Commenters in the above-linked reddit thread made the point that the pruning of inaccessible instances can be entirely automatic. This means that there need be no room for bungled flag settings, or even visible flags at all. If you can't write it, you can't get it wrong.

This all works if the prune-able things introduce only weak dependencies. That is, a dependency that is not given to the build tool to satisfy, but whose satisfaction by other means acts as a guard for including a source module. We tot up all dependencies as normal, then in a single additional pass pick up any optionally exposed modules whose weak dependencies have been satisfied by the strong dependencies specified by the usual build-depends of all the packages we are building.

Sounds Great

It is great.

Really?

Great-ish. Here are some problems:

  • Optionally exposed parts of a package must live in their own source files. This makes fine grained optional exposure somewhat clunky. If you have 100 distinct optional parts of your package, you must have at least 100 distinct modules.
  • GHC's current definition of "orphan" insists that an instance be defined in the same file as the class or type definition. Relaxing this to demand that an instance be defined in the same package will be a boon for library authors regardless of this optional exposure feature as it will let us break up overly-large source files.
  • Build tools will have to track the provenance of a package rather than just its name and version number. Much like the way configuration flags break the notion that any compilation of a particular version of a particular package is the same as any other compilation, a build tool that wishes to take advantage of this feature must include a signature derived from the contents of the generated Cabal file and those of all dependencies in any token used to identify a compilation output. This is something Nix and related projects have done for years, and is generally a good idea (it means that a user can't as easily accidentally or maliciously forge a compilation artifact's identity by simply editing a version number).
  • Package build re-use will go down. Every time a different subset of optionally exposed pieces are selected for a build, new instances of a package and all its dependents will need to be compiled.

On Balance

Unsurprisingly, I think it's at least worth trying this out. The way the PR is currently set up is 100% backwards compatible. A build tool could even choose to only selectively take advantage of the available pruning. The benefits of being able to, say, give your package a module of features that depend on lens without demanding that your downstream users themselves depend on lens strike me as pretty enormous (n.b. optional exposures are not limited to addressing orphan instances). That those same users would – without needing to do a thing – automatically be able to use those lens-based features as soon as they start using lens themselves is ideal.
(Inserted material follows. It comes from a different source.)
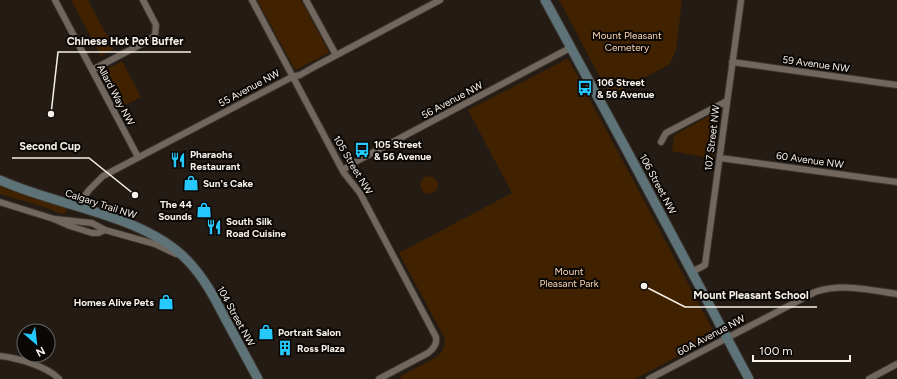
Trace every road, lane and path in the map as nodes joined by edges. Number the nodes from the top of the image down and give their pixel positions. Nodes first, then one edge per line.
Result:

A build tool can even compare the build plans resulting from considering optional exposures vs not considering them, and make a choice. Note that the build tool silently including all optional exposures in order to maximize re-use is entirely transparent to the user.

The potential reduction of re-use is a tricky issue as it is hard to anticipate the degree to which it will impact typical users. Since this feature degrades to the status quo so gracefully, it is thankfully easy to make it either opt-in or opt-out, thereby avoiding any great calamity from leaping into the unknown. My conjecture is that people will tend to use a similar set of optional features across multiple projects in their own coding, and that the gain here will be realized in the form of faster builds of libraries that they do not use directly.